**TASK INSTRUCTIONS**
All lines holding the word "Mandowie" are to be copied from the records beneath.

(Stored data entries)
————
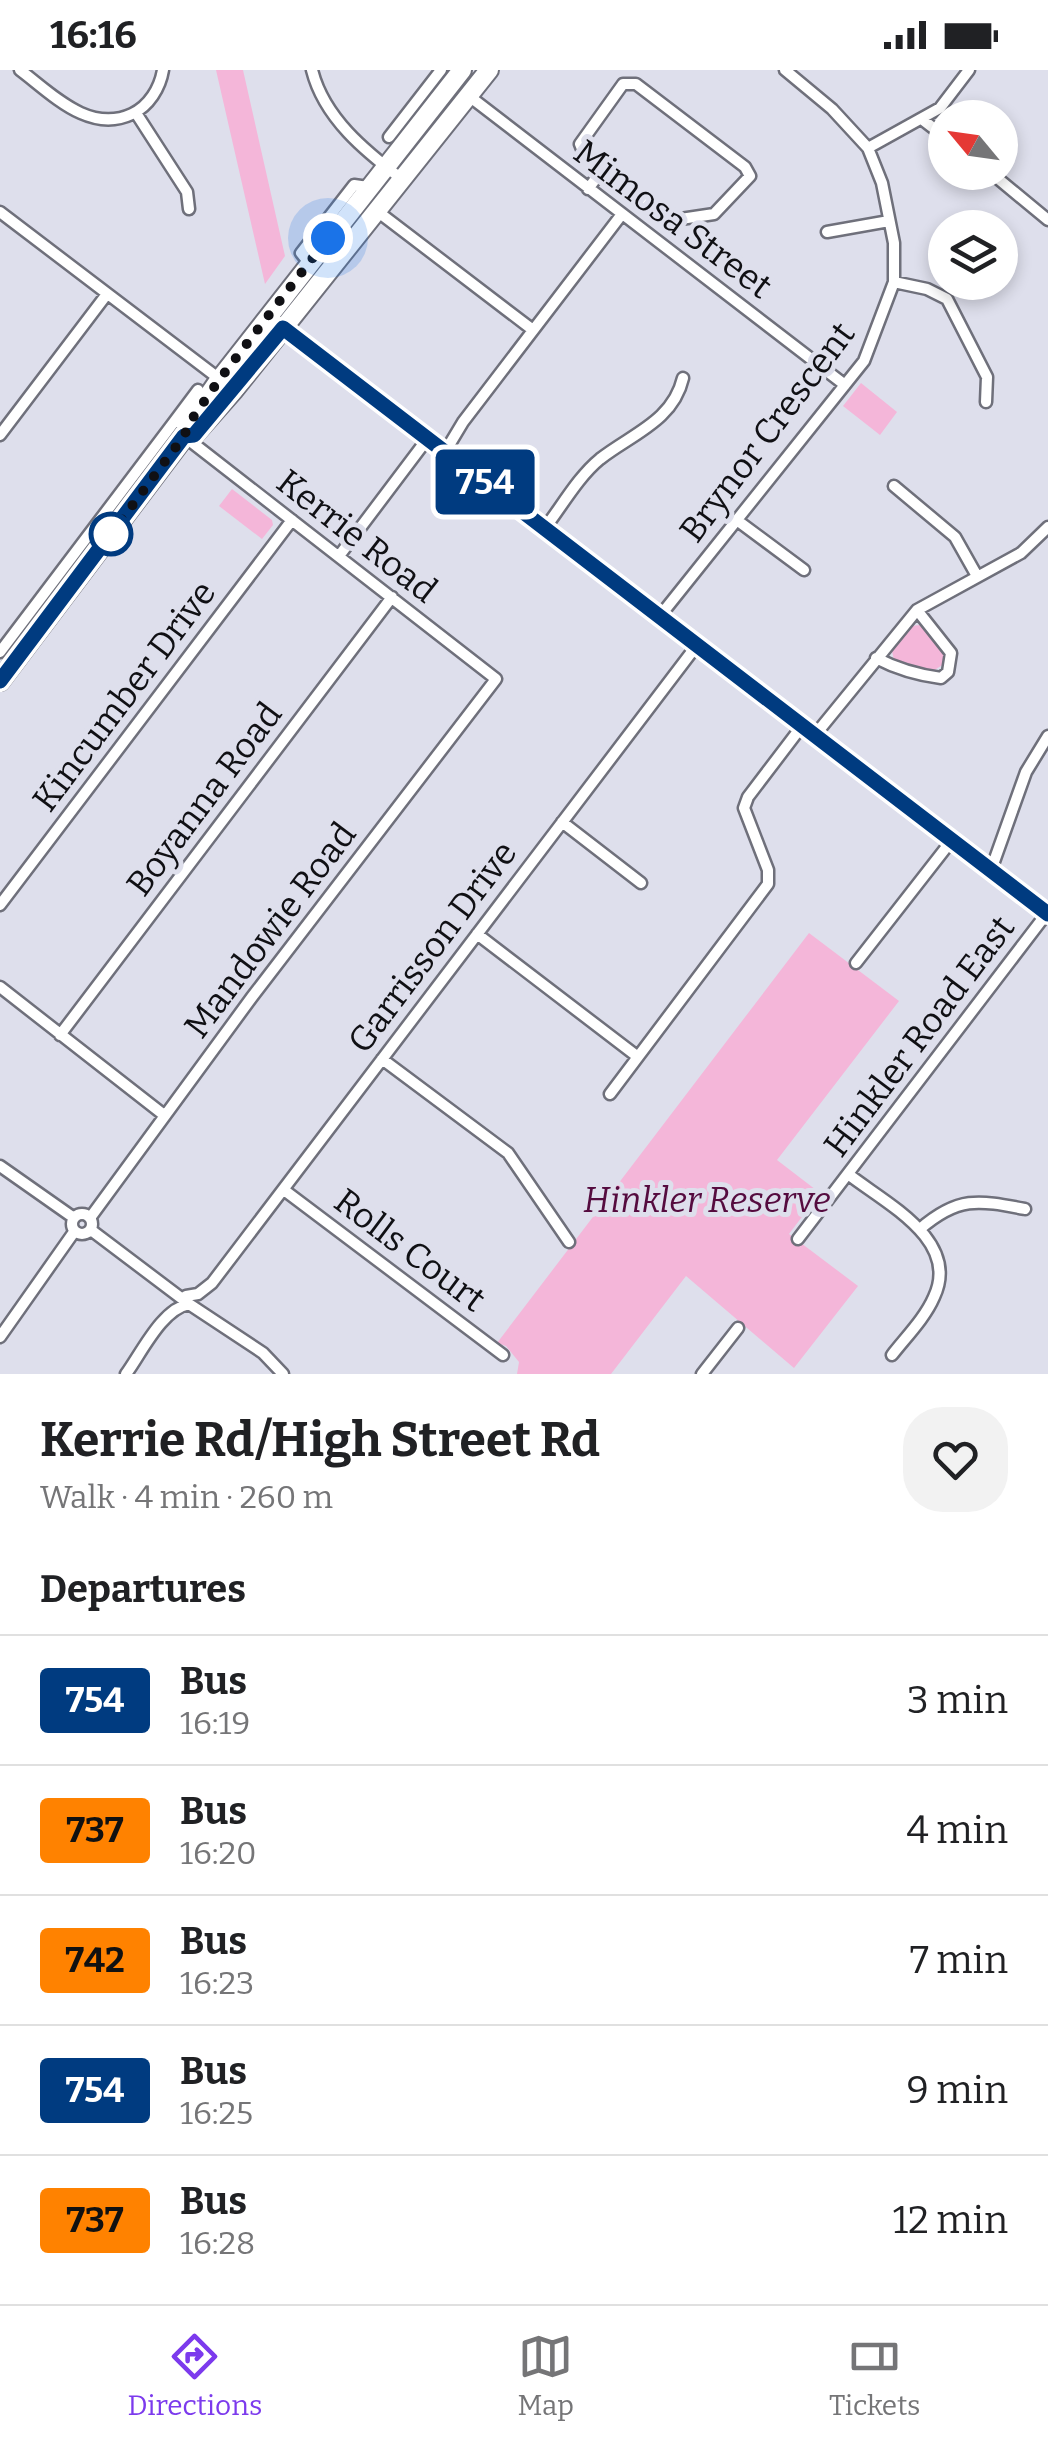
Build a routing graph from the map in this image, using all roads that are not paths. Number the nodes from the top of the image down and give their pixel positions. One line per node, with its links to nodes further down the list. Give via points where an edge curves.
1 (20, 70): 10 (street, via 81,114 110,120)
2 (163, 70): 10 (street, via 154,94)
3 (312, 70): 16 (street, via 333,115)
4 (441, 70): 13 (street)
5 (462, 70): 13 (main road)
6 (784, 70): 14 (street, Brynor Crescent)
7 (970, 70): 11 (street)
8 (493, 72): 9 (main road)
9 (468, 96): 15 (main road); 19 (street, Mimosa Street)
10 (136, 113): 21 (street, via 187,192)
11 (923, 120): 12 (street); 14 (street)
12 (928, 124)
13 (399, 133): 15 (main road); 16 (main road)
14 (868, 148): 26 (street, Brynor Crescent)
15 (428, 149): 18 (main road)
16 (384, 166): 18 (street); 30 (main road)
17 (603, 169): 17 (street, via 580,144 623,84 636,84 750,176 714,214 674,220); 19 (street)
18 (403, 180): 22 (main road)
19 (588, 189): 24 (street, Mimosa Street)
20 (1012, 190): 25 (street)
21 (189, 208)
22 (377, 211): 31 (main road); 32 (street)
23 (0, 212): 29 (street)
24 (622, 214): 32 (street); 35 (street, Mimosa Street)
25 (1048, 220)
26 (889, 221): 27 (street); 28 (street, Brynor Crescent)
27 (827, 232)
28 (894, 282): 35 (street, Brynor Crescent, via 864,362); 37 (street, via 948,300 987,376)
29 (107, 294): 34 (street); 39 (street)
30 (268, 316): 31 (street); 34 (main road)
31 (283, 328): 34 (main road); 40 (street)
32 (533, 330): 40 (street)
33 (684, 378): 45 (street, via 678,397 652,426 599,460)
34 (226, 385): 38 (main road, via 194,435)
35 (845, 385): 43 (street, Brynor Crescent)
36 (198, 390): 38 (street)
37 (986, 402)
38 (183, 426): 42 (street, Kerrie Road); 53 (street); 56 (main road)
39 (0, 434)
40 (438, 446): 45 (street); 46 (street)
41 (894, 486): 48 (street, via 955,536)
42 (292, 520): 46 (street, Kerrie Road); 63 (street, Kincumber Drive)
43 (738, 520): 47 (street); 51 (street, Brynor Crescent)
44 (1048, 527): 48 (street, via 1020,553)
45 (544, 528): 51 (street)
46 (339, 556): 49 (street, Kerrie Road)
47 (804, 570)
48 (976, 576): 50 (street)
49 (392, 597): 55 (street, Kerrie Road); 68 (street, Boyanna Road)
50 (918, 610): 54 (street); 54 (street, via 951,653 948,672 933,677)
51 (660, 616): 52 (street)
52 (697, 645): 57 (street); 59 (street, Garrisson Drive)
53 (0, 652)
54 (876, 658): 57 (street)
55 (496, 679): 72 (street, Mandowie Road)
56 (0, 681)
57 (808, 730): 60 (street); 70 (street, via 744,808 768,884)
58 (1048, 736): 61 (street, via 1026,772)
59 (562, 822): 62 (street); 65 (street, Garrisson Drive)
60 (952, 840): 61 (street); 66 (street)
61 (991, 870): 64 (street)
62 (641, 883)
63 (0, 905)
64 (1048, 913): 74 (street, Hinkler Road East)
65 (476, 934): 69 (street, Garrisson Drive); 70 (street)
66 (856, 963)
67 (0, 987): 68 (street)
68 (60, 1034): 72 (street)
69 (382, 1058): 75 (street, Garrisson Drive); 82 (street, via 508,1153)
70 (638, 1058): 71 (street)
71 (610, 1094)
72 (164, 1114): 78 (street, Mandowie Road)
73 (0, 1166): 77 (street)
74 (848, 1174): 79 (street); 81 (street, Hinkler Road East)
75 (284, 1190): 84 (street, Garrisson Drive); 92 (street, Rolls Court)
76 (1025, 1208): 79 (street, via 983,1201 944,1209)
77 (74, 1218): 78 (street); 80 (street)
78 (90, 1224): 80 (street); 83 (street)
79 (920, 1229): 93 (street, via 937,1253 942,1278)
80 (74, 1232): 91 (street)
81 (798, 1240)
82 (569, 1242)
83 (152, 1274): 85 (street); 86 (street)
84 (212, 1282): 86 (street, Garrisson Drive); 87 (street, Garrisson Drive)
85 (173, 1292): 86 (street); 88 (street)
86 (188, 1300): 87 (street); 88 (street, Garrisson Drive); 90 (street)
87 (206, 1310): 90 (street)
88 (166, 1319): 95 (street)
89 (738, 1328): 98 (street)
90 (230, 1330): 94 (street)
91 (0, 1337)
92 (503, 1355)
93 (892, 1355)
94 (273, 1362): 96 (street); 97 (street)
95 (126, 1374)
96 (264, 1374)
97 (284, 1374)
98 (702, 1374)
————
**ANSWER SECTION**
55 (496, 679): 72 (street, Mandowie Road)
72 (164, 1114): 78 (street, Mandowie Road)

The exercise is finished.